** Work to be completed **
Where a line contains the word "Route", copy that line from the records below.
** Opening Supplied material block **
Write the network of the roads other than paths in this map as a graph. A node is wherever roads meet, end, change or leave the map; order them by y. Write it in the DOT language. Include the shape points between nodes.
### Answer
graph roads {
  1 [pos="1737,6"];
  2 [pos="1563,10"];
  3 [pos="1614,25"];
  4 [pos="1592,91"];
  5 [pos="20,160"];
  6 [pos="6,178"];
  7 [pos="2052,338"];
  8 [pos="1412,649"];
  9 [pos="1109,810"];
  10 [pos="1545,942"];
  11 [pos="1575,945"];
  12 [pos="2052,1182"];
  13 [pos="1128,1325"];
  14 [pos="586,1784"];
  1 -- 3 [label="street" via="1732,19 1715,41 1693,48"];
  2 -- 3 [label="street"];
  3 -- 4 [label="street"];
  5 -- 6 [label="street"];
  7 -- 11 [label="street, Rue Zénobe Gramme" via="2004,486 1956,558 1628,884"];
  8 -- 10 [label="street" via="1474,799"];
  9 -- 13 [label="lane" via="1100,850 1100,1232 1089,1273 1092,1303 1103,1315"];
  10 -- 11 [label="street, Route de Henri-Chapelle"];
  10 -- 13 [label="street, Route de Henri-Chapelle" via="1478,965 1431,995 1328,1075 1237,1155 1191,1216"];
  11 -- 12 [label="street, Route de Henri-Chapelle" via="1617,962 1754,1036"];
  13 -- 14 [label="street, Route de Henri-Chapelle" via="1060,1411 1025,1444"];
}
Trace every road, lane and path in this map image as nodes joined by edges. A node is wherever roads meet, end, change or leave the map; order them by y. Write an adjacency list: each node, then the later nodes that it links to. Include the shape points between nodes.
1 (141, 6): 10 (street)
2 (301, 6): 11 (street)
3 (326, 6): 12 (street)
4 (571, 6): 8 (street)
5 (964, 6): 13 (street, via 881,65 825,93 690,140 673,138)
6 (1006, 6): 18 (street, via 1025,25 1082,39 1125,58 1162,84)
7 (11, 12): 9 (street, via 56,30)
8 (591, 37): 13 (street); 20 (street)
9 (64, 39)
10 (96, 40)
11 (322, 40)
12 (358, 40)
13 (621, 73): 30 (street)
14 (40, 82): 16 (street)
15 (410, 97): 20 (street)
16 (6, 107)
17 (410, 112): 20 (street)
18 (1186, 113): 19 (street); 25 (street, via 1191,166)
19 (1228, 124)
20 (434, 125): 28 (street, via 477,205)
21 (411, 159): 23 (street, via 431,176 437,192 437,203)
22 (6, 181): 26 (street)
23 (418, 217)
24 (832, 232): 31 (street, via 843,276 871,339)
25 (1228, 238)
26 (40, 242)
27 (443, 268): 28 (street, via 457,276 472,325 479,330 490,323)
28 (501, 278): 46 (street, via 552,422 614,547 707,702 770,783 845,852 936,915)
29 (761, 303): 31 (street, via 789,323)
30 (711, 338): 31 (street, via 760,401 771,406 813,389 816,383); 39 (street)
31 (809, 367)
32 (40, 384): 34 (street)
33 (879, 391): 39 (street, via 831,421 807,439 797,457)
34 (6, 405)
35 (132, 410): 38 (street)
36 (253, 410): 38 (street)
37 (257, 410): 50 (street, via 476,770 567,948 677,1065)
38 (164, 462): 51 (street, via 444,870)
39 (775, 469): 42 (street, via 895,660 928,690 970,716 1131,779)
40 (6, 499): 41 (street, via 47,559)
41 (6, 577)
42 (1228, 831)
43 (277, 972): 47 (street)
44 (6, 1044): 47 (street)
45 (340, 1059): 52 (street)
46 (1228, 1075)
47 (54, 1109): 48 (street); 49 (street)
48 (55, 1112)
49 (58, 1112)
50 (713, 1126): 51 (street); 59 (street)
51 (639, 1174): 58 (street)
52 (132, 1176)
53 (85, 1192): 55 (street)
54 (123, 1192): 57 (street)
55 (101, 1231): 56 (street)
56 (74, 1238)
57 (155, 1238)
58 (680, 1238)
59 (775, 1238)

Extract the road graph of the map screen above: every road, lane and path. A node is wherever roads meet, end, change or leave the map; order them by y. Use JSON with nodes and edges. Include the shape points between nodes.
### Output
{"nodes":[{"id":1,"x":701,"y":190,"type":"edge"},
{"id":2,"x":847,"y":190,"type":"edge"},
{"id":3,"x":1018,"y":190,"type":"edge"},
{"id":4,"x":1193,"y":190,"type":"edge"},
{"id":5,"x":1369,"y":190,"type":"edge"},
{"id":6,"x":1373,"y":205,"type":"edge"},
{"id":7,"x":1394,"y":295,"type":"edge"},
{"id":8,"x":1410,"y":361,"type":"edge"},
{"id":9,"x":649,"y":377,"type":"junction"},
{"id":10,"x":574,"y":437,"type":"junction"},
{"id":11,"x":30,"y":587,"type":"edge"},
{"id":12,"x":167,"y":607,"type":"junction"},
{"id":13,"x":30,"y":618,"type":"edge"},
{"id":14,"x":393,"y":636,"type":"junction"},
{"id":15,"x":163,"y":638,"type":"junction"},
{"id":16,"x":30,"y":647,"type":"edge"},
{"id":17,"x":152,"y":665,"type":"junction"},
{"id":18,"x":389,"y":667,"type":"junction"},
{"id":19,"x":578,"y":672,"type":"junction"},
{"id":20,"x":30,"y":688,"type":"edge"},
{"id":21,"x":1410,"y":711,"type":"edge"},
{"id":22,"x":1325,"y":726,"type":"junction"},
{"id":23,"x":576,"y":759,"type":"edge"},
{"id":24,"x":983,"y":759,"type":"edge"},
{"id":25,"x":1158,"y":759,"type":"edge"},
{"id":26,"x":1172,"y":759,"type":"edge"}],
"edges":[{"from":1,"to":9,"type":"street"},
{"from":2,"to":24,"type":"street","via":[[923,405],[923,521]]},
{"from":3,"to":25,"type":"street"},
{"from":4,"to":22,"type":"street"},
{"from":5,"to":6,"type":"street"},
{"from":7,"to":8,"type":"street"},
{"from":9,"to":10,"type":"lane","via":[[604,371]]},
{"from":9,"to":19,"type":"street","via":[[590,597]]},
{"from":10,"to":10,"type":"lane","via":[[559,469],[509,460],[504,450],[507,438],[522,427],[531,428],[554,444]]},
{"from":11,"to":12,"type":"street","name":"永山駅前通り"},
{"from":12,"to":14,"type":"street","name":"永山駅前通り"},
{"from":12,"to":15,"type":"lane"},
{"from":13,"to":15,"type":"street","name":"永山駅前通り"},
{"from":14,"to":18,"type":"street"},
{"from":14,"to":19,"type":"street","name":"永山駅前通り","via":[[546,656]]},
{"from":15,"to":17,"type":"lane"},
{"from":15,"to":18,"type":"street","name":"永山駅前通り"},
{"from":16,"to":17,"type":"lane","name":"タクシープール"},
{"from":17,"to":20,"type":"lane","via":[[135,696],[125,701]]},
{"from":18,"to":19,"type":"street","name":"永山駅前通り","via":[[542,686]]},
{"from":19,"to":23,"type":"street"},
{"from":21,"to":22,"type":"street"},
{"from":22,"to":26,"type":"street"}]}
** Closing Supplied material block **
** Answer for the task **
  10 -- 11 [label="street, Route de Henri-Chapelle"];
  10 -- 13 [label="street, Route de Henri-Chapelle" via="1478,965 1431,995 1328,1075 1237,1155 1191,1216"];
  11 -- 12 [label="street, Route de Henri-Chapelle" via="1617,962 1754,1036"];
  13 -- 14 [label="street, Route de Henri-Chapelle" via="1060,1411 1025,1444"];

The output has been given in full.